输出插件负责将过滤后的结构化数据写入目标系统,支持多输出(同时写入ES和文件、ES和Kafka等)。
output {
elasticsearch {
hosts => ["http://localhost:9200"] # ES集群地址(多个用逗号分隔)
index => "nginx-access-log-%{+YYYY.MM.dd}" # 按天生成索引(日志按天分割,便于管理)
document_id => "%{[@timestamp]}-%{client_ip}-%{request_path}" # 自定义文档ID,避免重复
# 批量写入优化(提升性能)
flush_size => 5000 # 每5000条数据批量提交一次
idle_flush_time => 10 # 若10秒内未达到flush_size,也批量提交
# 认证配置(生产环境ES开启安全验证时启用)
user => "elastic" # ES默认管理员用户
password => "elastic123" # ES用户密码
# 索引模板自动加载(提前创建索引模板,定义映射)
template => "/home/elk/logstash/config/nginx-template.json"

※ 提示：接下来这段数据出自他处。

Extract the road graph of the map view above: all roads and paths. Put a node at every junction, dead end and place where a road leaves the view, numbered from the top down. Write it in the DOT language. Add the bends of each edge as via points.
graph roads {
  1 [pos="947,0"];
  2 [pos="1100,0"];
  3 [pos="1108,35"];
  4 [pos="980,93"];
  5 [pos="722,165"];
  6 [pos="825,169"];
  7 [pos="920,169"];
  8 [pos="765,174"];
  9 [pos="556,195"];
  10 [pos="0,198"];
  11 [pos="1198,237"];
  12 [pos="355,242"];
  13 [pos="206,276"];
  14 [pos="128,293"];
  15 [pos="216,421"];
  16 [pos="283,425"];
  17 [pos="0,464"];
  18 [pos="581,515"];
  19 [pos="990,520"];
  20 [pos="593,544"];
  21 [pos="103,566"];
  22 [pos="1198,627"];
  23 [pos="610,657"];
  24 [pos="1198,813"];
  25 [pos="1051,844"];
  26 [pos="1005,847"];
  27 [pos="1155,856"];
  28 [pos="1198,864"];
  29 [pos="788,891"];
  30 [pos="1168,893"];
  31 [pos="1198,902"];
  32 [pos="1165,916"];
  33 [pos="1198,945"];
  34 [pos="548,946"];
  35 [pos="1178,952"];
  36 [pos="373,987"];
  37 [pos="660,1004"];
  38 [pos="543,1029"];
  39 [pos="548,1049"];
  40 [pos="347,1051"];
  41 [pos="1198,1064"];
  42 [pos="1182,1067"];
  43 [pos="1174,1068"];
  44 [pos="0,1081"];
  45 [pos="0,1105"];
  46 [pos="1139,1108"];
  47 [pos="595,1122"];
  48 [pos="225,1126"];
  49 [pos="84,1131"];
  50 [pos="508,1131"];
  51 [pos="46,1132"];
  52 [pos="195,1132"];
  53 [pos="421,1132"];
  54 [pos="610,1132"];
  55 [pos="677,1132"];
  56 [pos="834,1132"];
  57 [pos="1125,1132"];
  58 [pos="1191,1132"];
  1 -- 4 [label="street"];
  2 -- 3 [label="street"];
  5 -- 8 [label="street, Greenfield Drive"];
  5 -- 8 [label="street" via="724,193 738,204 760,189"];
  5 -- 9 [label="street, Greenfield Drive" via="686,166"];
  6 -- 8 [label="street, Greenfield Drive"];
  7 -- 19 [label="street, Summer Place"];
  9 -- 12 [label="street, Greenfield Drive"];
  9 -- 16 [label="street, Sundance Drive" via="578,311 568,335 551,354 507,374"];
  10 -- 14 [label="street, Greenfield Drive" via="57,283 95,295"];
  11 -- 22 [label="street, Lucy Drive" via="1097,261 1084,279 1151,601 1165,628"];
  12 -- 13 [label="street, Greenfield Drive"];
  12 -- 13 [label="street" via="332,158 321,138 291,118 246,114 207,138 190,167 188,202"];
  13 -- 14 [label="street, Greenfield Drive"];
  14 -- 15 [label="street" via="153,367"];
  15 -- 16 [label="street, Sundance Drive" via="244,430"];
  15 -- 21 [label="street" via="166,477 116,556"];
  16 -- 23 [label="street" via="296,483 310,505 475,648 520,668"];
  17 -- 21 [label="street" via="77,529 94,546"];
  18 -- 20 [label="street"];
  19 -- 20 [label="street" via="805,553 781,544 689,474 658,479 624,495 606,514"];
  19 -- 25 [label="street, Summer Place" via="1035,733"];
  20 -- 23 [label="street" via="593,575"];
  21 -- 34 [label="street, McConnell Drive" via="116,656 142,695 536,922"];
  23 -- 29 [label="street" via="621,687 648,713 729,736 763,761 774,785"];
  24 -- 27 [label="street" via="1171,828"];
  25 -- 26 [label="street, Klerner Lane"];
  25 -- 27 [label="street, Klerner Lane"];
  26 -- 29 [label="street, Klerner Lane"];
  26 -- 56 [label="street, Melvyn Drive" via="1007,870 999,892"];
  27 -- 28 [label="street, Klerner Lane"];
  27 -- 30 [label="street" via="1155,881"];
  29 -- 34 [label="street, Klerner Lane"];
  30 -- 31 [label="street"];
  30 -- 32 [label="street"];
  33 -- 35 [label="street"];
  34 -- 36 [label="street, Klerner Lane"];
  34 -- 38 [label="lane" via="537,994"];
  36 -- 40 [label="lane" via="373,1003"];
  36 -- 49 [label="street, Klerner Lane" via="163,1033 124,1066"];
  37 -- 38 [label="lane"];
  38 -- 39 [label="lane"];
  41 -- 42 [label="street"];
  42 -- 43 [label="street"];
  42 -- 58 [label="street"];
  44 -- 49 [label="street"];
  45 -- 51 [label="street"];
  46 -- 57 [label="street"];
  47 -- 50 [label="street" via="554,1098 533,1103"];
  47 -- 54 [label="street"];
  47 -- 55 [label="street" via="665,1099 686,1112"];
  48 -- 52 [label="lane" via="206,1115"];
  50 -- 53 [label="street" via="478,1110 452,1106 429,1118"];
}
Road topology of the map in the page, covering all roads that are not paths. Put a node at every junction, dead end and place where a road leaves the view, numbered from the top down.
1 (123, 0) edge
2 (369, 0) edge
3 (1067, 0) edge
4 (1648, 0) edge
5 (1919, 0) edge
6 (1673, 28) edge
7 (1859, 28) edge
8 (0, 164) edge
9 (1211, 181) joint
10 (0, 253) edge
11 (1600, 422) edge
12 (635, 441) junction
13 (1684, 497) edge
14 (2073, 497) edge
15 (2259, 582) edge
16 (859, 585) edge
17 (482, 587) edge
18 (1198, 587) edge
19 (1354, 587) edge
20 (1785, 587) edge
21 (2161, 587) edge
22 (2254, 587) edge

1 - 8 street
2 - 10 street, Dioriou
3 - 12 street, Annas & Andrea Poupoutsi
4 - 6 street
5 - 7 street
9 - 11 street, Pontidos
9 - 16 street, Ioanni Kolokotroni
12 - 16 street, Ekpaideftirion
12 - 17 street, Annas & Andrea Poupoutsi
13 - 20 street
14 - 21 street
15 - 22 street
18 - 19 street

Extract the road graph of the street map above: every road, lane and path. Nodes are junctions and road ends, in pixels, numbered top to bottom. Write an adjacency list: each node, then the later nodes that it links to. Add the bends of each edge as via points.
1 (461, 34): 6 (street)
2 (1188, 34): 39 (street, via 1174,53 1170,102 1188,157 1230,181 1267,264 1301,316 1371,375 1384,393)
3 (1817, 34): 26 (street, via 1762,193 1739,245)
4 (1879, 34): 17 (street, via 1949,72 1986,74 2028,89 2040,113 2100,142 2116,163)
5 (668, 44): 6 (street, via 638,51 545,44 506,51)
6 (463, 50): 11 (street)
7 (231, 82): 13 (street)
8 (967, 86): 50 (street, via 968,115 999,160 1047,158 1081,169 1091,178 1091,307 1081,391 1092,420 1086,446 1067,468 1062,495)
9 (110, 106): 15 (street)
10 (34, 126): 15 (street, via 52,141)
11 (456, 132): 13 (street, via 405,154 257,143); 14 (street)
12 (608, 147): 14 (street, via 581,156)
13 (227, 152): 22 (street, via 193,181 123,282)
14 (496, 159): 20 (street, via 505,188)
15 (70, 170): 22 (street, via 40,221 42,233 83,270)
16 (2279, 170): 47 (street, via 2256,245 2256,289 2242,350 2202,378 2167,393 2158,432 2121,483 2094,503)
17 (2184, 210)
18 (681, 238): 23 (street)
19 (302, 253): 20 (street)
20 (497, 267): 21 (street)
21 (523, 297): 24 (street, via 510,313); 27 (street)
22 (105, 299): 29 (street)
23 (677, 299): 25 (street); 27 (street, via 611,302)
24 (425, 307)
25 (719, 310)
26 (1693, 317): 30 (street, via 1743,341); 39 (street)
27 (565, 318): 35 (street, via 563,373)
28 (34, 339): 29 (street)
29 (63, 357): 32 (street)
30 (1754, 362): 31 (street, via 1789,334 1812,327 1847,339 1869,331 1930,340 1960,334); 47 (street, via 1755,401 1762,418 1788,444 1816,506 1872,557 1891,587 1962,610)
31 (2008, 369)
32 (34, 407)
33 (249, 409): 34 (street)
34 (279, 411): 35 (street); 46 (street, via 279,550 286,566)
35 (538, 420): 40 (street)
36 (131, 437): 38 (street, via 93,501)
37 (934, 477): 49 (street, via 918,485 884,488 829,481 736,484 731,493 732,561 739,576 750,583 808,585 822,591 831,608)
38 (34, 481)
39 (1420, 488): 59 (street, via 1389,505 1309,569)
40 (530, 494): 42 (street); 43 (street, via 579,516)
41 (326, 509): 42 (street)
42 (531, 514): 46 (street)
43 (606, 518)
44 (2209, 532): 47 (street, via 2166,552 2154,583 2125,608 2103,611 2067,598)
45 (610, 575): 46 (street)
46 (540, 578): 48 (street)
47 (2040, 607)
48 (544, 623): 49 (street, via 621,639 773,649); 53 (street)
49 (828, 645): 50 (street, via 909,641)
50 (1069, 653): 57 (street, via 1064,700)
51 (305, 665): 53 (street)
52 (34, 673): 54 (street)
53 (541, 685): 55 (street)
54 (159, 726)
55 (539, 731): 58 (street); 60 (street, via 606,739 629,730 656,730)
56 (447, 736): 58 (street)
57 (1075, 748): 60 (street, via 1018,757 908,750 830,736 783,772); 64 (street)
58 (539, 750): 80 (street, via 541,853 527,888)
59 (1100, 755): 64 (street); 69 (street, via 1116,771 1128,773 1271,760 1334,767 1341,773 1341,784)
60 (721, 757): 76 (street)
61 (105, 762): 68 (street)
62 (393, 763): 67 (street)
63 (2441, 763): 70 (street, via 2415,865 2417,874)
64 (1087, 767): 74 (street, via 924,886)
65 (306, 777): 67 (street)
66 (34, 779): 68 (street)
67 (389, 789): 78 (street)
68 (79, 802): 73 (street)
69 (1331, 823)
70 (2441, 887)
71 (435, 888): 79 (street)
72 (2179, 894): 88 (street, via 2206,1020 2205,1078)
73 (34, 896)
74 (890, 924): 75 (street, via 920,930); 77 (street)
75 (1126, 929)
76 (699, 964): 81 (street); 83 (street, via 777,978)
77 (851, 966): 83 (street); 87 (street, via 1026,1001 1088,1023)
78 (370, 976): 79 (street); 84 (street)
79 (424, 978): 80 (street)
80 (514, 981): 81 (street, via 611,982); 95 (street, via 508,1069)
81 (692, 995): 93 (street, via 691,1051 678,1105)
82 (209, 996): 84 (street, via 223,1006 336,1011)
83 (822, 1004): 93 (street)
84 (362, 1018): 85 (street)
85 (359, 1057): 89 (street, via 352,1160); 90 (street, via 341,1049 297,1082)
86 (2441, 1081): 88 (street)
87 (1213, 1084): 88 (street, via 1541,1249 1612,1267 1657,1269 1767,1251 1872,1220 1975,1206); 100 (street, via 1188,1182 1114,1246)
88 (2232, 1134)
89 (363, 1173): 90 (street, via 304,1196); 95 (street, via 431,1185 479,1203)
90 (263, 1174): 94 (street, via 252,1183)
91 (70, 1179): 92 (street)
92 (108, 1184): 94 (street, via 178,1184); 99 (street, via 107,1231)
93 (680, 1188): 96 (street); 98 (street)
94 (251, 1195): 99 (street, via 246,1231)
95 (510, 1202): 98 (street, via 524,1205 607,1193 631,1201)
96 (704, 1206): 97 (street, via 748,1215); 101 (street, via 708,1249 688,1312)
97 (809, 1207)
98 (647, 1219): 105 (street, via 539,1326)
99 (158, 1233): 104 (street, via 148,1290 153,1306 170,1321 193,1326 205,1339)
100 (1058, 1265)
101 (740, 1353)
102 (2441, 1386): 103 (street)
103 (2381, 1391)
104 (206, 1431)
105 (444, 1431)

template_name => "nginx-access-template"
template_overwrite => true # 覆盖已存在的模板
}
}
索引模板示例(nginx-template.json):提前定义索引映射,避免ES自动映射导致字段类型错误:
{
"index_patterns": ["nginx-access-log-*"], # 匹配所有nginx访问日志索引
"settings": {
"number_of_shards": 3,
"number_of_replicas": 1
},
"mappings": {
"properties": {
"client_ip": { "type": "ip" },
"request_time": { "type": "date", "format": "dd/MMM/yyyy:HH:mm:ss Z" },
"request_method": { "type": "keyword" },
"request_path": { "type": "keyword" },
"status": { "type": "integer" },
"request_duration": { "type": "float" },
"user_agent": { "type": "text", "analyzer": "ik_smart" },
"geoip": {
"properties": {
"country_name": { "type": "keyword" },
"region_name": { "type": "keyword" },
"city_name": { "type": "keyword" },
"location": { "type": "geo_point" } # 地理位置类型,支持地图可视化
}
}
}
}
}
output {
kafka {
bootstrap_servers => "kafka-node1:9092,kafka-node2:9092" # Kafka集群地址
topic_id => "processed-nginx-log" # 目标主题
# 分区策略(按client_ip哈希分区,保证同一IP的日志进入同一分区)
partitioner => "org.apache.kafka.clients.producer.internals.DefaultPartitioner"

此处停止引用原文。